Perhaps I should have said the HR44 would not configure the the CCK-W as it would not detect it. I would guess that if you have other receivers you can configure it that way and it may work (or use PC), but I have never tried it. I have however tried to configure a CCK-W with an HR44 and it did not find the "wireless adapter"


----------



## Go Beavs (Nov 18, 2008)

So in the TS's situation, he has the option to either get rid of the W-CCK and use the HR44's built in WiFi adapter or add the HR44 to his existing setup knowing that the W-CCK must be configured with another receiver (if he ever needs re-configure it).


----------



## Drucifer (Feb 12, 2009)

LowPingBoy said:


> Have a new HR44 coming from SS. Currently have a system of HR20, HR21 and HR22s, . . .


You're going from 6 tuners to either either 9 or 11 tuners, depending if you are replacing or adding.

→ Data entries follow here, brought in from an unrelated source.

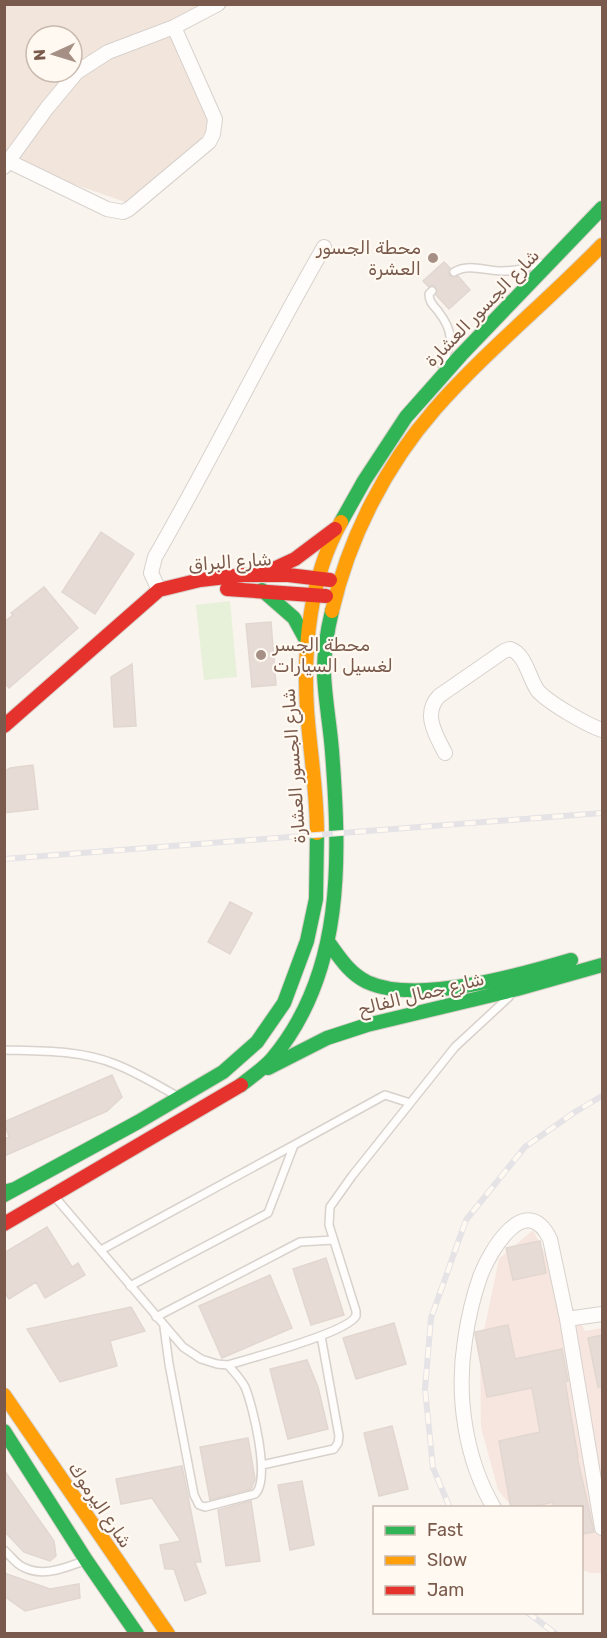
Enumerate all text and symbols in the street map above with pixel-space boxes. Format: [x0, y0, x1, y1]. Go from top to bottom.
north arrow [24, 24, 84, 84]
text: N [30, 49, 49, 61]
place label: محطة الجسور العشرة [315, 237, 421, 280]
street label: شارع الجسور العشارة [420, 244, 545, 372]
marker: محطة الجسور العشرة [426, 251, 440, 265]
street label: شارع البراق [188, 548, 273, 577]
place label: محطة الجسر لغسيل السيارات [272, 634, 393, 677]
marker: محطة الجسر لغسيل السيارات [254, 648, 268, 662]
street label: شارع الجسور العشارة [278, 688, 311, 844]
street label: شارع جمال الفالح [356, 968, 487, 1022]
street label: شارع اليرموك [62, 1458, 137, 1553]
legend [373, 1506, 583, 1614]
text: Fast [427, 1519, 463, 1541]
text: Slow [427, 1549, 467, 1571]
text: Jam [427, 1579, 464, 1601]

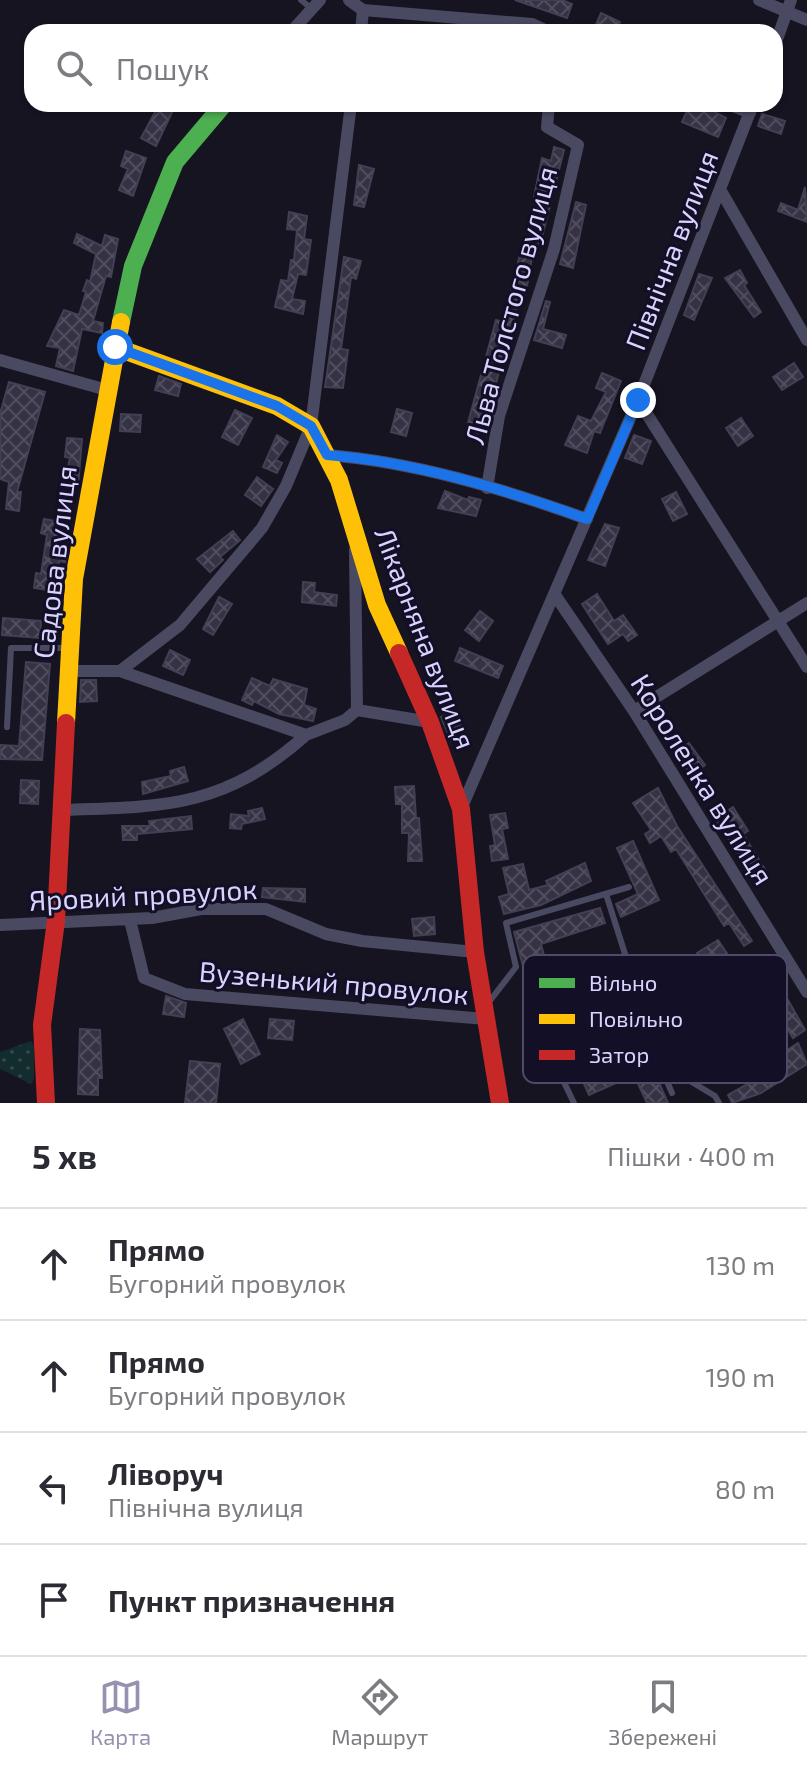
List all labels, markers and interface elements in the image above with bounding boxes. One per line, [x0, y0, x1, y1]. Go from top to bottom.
search box [24, 24, 783, 112]
icon: search [52, 46, 96, 90]
text: Пошук [116, 50, 209, 86]
street label: Північна вулиця [617, 146, 725, 354]
street label: Льва Толстого вулиця [457, 162, 563, 448]
route start [97, 329, 133, 365]
route end [620, 382, 656, 418]
street label: Садова вулиця [25, 464, 83, 660]
street label: Лікарняна вулиця [368, 522, 484, 754]
street label: Короленка вулиця [625, 667, 781, 891]
street label: Яровий провулок [28, 871, 258, 917]
street label: Вузенький провулок [198, 953, 470, 1011]
legend [523, 955, 787, 1083]
text: Вільно [589, 969, 657, 995]
text: Повільно [589, 1005, 683, 1031]
text: Затор [589, 1041, 649, 1067]
text: 5 хв [32, 1135, 97, 1176]
text: Пішки · 400 m [607, 1140, 775, 1171]
text: Прямо [108, 1231, 205, 1267]
icon: ahead [32, 1242, 76, 1286]
text: 130 m [706, 1249, 775, 1280]
text: Бугорний провулок [108, 1267, 346, 1298]
text: Прямо [108, 1343, 205, 1379]
icon: ahead [32, 1354, 76, 1398]
text: 190 m [706, 1361, 775, 1392]
text: Бугорний провулок [108, 1379, 346, 1410]
text: Ліворуч [108, 1455, 224, 1491]
icon: left [32, 1466, 76, 1510]
text: 80 m [715, 1473, 775, 1504]
text: Північна вулиця [108, 1491, 304, 1522]
icon: arrive [32, 1578, 76, 1622]
text: Пункт призначення [108, 1582, 395, 1618]
tab: Карта [90, 1675, 151, 1749]
tab: Маршрут [331, 1675, 428, 1749]
tab: Збережені [608, 1675, 717, 1749]

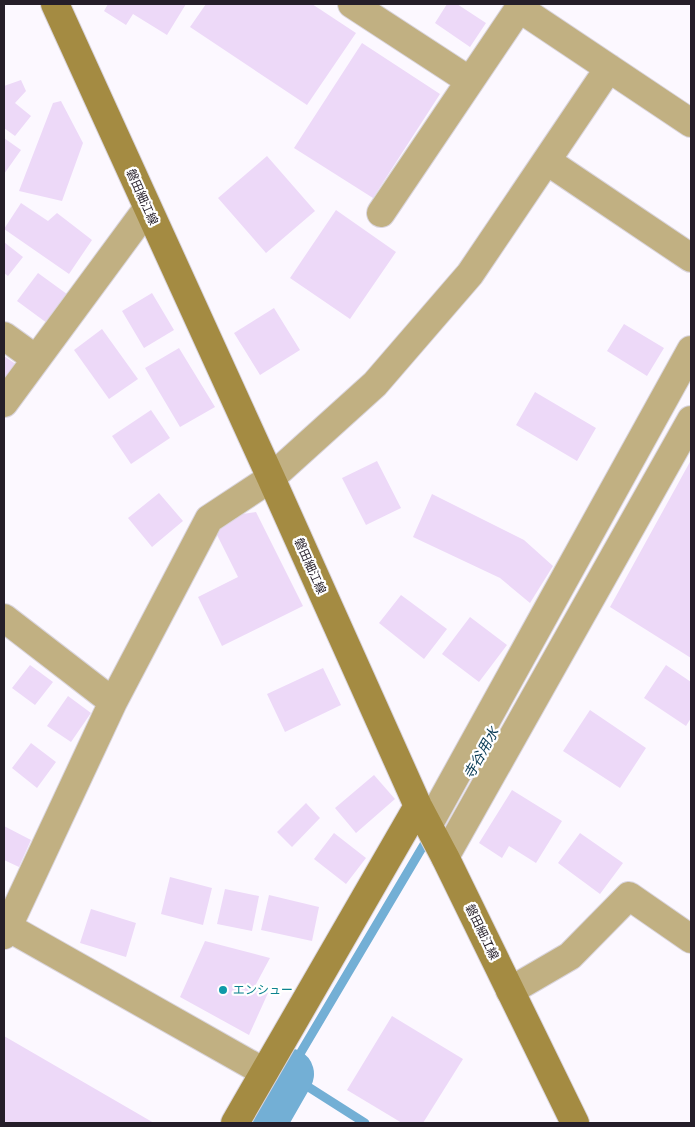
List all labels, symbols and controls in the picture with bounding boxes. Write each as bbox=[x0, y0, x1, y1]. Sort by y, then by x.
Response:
street label: 磐田細江線 bbox=[122, 166, 163, 228]
street label: 磐田細江線 bbox=[290, 535, 331, 597]
water label: 寺谷用水 bbox=[458, 721, 504, 782]
street label: 磐田細江線 bbox=[461, 901, 504, 963]
place label: エンシュー bbox=[233, 980, 293, 999]
marker: エンシュー bbox=[217, 984, 229, 996]

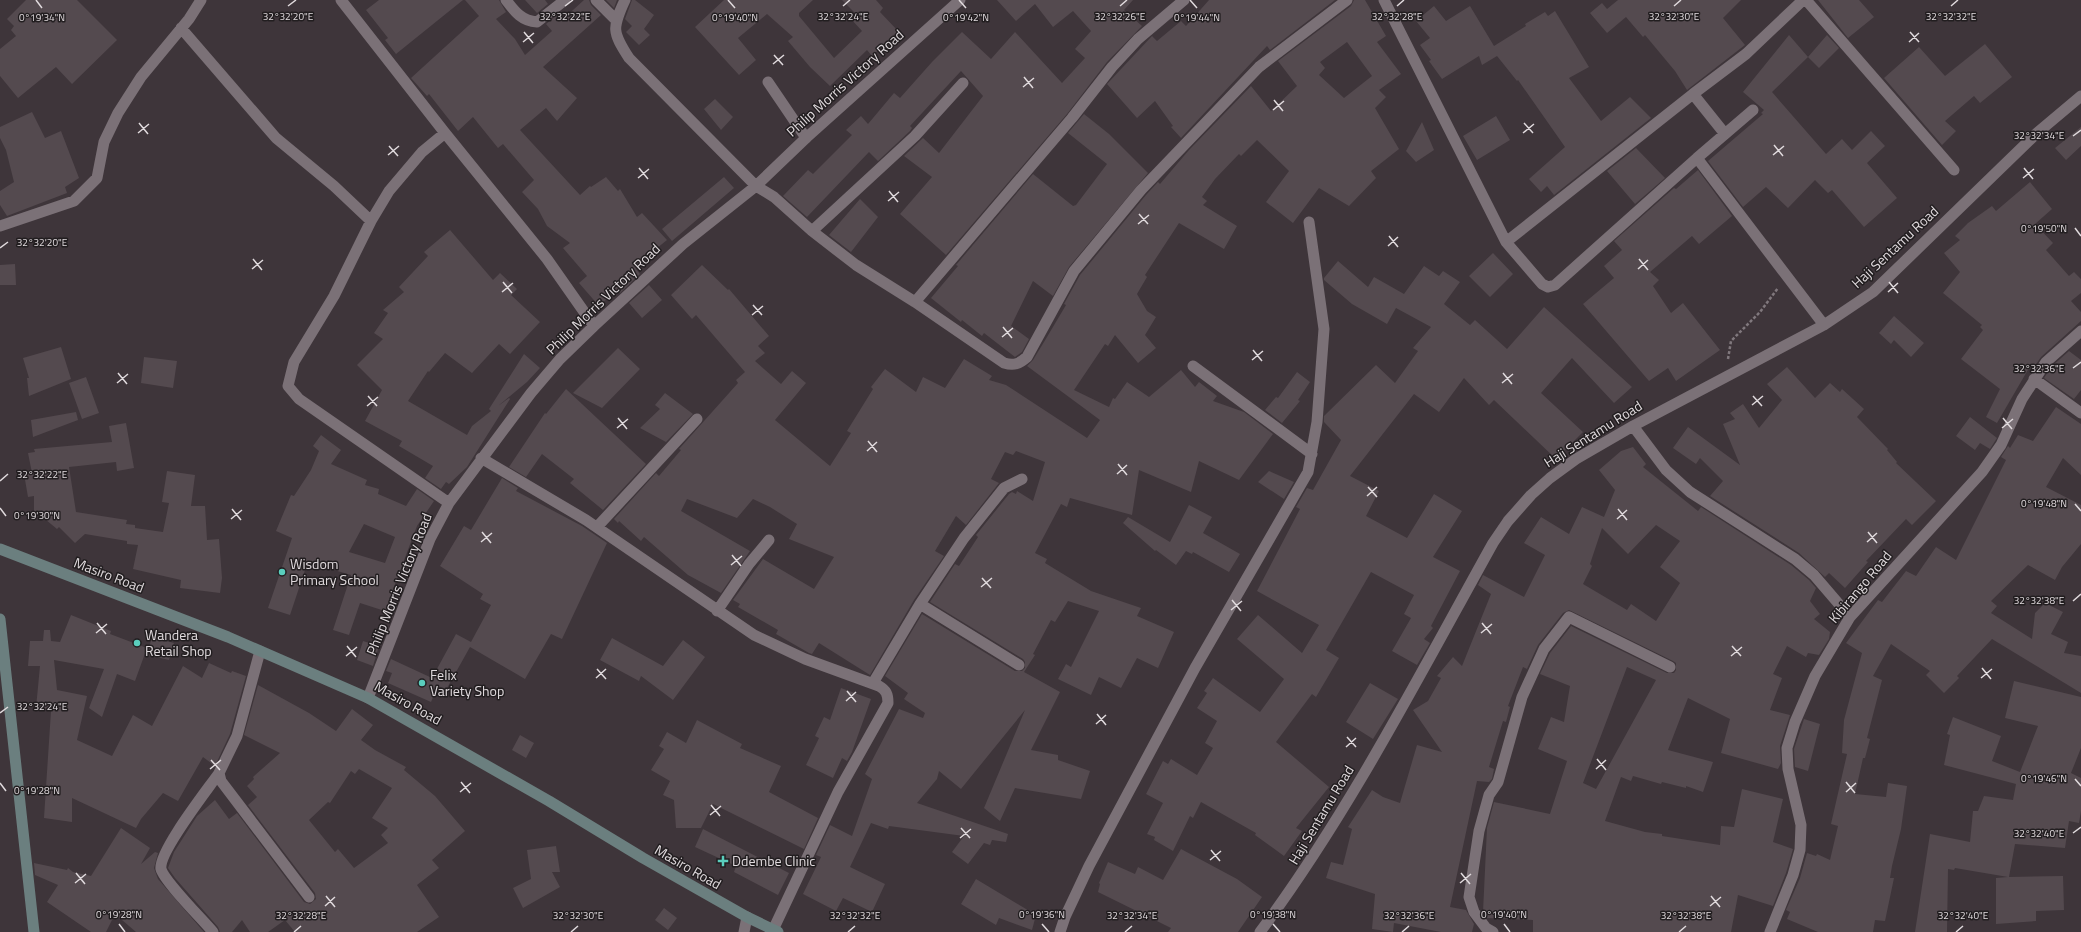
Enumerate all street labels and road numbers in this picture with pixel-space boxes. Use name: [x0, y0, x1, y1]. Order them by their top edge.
street label: Philip Morris Victory Road: [781, 24, 908, 141]
street label: Haji Sentamu Road: [1846, 201, 1943, 293]
street label: Philip Morris Victory Road: [541, 238, 665, 359]
street label: Haji Sentamu Road: [1540, 395, 1646, 472]
street label: Philip Morris Victory Road: [360, 510, 437, 658]
street label: Kibirango Road: [1823, 546, 1896, 627]
street label: Masiro Road: [71, 551, 147, 598]
street label: Masiro Road: [371, 675, 446, 730]
street label: Haji Sentamu Road: [1283, 761, 1358, 868]
street label: Masiro Road: [651, 839, 725, 894]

My Q is - Do you have a SWiM-16 already install?


----------



## peds48 (Jan 11, 2008)

Go Beavs said:


> So in the TS's situation, he has the option to either get rid of the W-CCK and use the HR44's built in WiFi adapter or add the HR44 to his existing setup knowing that the W-CCK must be configured with another receiver (if he ever needs re-configure it).


Ya. or use PC


----------



## LowPingBoy (Sep 11, 2007)

Yes - I have SWM 16. And will thin the herd to no more than 5 recorders which plus 5 tuners on the HR44 should bring me in just under the wire; 5*2 + 5 < 16. 

On a kind of related point, is the HR44 wireless 5G/n?

Thanks for all the help, suggestions, and observations.

LPB


----------



## Bill Van (Feb 12, 2008)

You must of bought the HR44 Genie from Solid Signal on the one day special deal of $200. I had one of my "Refer-a-Friends" pick one up too. And I would have to think most members here are on their mailing list.


----------



## Go Beavs (Nov 18, 2008)

LowPingBoy said:


> Yes - I have SWM 16. And will thin the herd to no more than 5 recorders which plus 5 tuners on the HR44 should bring me in just under the wire; 5*2 + 5 < 16.
> 
> On a kind of related point, is the HR44 wireless 5G/n?
> 
> ...


Just make sure you don't have more than 8 tuners on any one leg of the SWiM-16.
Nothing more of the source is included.